(Assignment):
Repeat the records below exactly, line for line.

Top of Recorded data

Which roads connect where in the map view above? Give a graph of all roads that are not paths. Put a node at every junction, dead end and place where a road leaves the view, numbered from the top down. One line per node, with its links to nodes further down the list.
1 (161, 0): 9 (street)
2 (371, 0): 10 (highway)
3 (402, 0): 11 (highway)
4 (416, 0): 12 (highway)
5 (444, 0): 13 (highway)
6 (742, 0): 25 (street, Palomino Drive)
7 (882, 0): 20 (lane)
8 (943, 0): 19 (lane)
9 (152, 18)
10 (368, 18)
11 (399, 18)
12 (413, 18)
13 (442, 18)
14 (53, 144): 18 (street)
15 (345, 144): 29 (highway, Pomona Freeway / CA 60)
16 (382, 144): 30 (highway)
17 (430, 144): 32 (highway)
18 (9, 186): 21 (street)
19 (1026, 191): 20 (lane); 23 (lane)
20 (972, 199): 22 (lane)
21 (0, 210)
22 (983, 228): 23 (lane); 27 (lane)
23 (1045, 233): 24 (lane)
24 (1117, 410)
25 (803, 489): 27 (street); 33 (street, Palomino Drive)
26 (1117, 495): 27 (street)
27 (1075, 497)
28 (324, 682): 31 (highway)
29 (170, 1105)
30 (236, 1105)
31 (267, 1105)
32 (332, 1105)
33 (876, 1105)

Bottom of Recorded data

(Task solution):
Which roads connect where in the map view above? Give a graph of all roads that are not paths. Put a node at every junction, dead end and place where a road leaves the view, numbered from the top down. One line per node, with its links to nodes further down the list.
1 (161, 0): 9 (street)
2 (371, 0): 10 (highway)
3 (402, 0): 11 (highway)
4 (416, 0): 12 (highway)
5 (444, 0): 13 (highway)
6 (742, 0): 25 (street, Palomino Drive)
7 (882, 0): 20 (lane)
8 (943, 0): 19 (lane)
9 (152, 18)
10 (368, 18)
11 (399, 18)
12 (413, 18)
13 (442, 18)
14 (53, 144): 18 (street)
15 (345, 144): 29 (highway, Pomona Freeway / CA 60)
16 (382, 144): 30 (highway)
17 (430, 144): 32 (highway)
18 (9, 186): 21 (street)
19 (1026, 191): 20 (lane); 23 (lane)
20 (972, 199): 22 (lane)
21 (0, 210)
22 (983, 228): 23 (lane); 27 (lane)
23 (1045, 233): 24 (lane)
24 (1117, 410)
25 (803, 489): 27 (street); 33 (street, Palomino Drive)
26 (1117, 495): 27 (street)
27 (1075, 497)
28 (324, 682): 31 (highway)
29 (170, 1105)
30 (236, 1105)
31 (267, 1105)
32 (332, 1105)
33 (876, 1105)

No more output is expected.